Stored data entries
_____

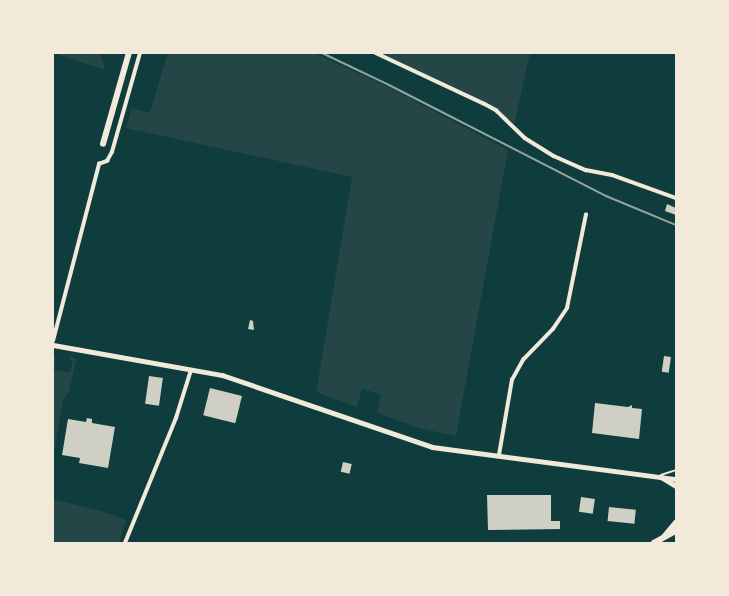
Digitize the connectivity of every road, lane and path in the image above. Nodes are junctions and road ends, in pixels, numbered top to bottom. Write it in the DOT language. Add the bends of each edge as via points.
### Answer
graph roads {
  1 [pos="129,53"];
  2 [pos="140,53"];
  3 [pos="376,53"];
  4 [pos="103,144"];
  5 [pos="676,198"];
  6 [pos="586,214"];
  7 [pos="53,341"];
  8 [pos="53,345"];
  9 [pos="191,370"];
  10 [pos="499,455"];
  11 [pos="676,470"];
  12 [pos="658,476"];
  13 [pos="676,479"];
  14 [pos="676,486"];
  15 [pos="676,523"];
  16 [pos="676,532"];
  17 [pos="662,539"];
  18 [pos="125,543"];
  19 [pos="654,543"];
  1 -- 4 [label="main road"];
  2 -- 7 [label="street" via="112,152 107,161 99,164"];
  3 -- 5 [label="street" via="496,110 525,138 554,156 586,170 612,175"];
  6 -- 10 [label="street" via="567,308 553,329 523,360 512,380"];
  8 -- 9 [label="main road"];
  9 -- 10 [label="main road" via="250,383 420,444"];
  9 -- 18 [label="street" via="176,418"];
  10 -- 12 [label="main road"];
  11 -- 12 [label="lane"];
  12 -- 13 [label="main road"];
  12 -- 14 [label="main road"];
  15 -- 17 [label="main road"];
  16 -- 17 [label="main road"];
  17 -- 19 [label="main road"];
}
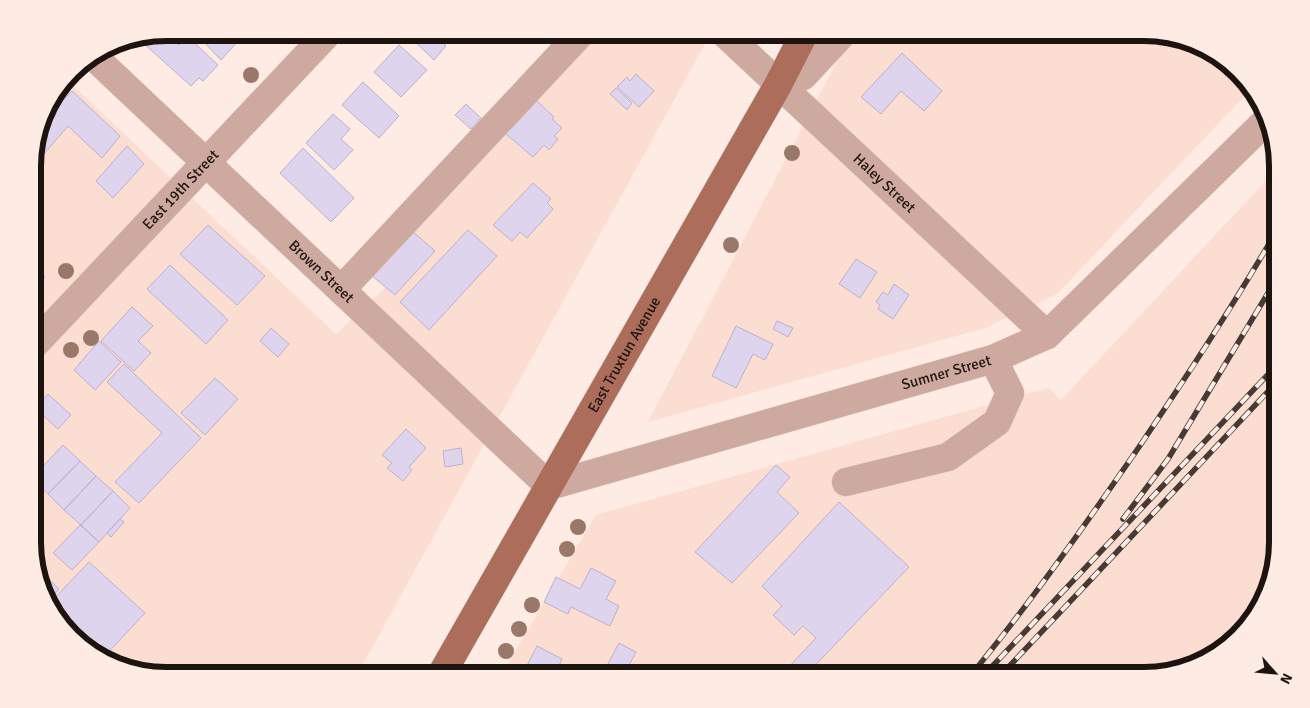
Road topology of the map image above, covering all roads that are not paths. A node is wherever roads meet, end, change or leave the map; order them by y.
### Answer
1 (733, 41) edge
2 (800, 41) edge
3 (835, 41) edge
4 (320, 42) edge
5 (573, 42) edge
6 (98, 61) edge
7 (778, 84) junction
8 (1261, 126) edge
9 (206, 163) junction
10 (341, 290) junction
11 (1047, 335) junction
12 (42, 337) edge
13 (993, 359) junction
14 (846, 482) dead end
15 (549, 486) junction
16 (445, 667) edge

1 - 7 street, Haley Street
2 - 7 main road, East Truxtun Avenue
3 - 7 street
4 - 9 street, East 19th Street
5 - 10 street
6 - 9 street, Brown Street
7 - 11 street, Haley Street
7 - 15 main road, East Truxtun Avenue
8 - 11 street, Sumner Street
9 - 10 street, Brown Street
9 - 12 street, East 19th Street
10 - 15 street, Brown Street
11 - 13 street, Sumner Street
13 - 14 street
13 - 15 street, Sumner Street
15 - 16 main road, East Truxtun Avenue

_____

- [Activity]: From the entries, work out how many lines include the word "above", answering with the number only.

- [Exercise response]: 2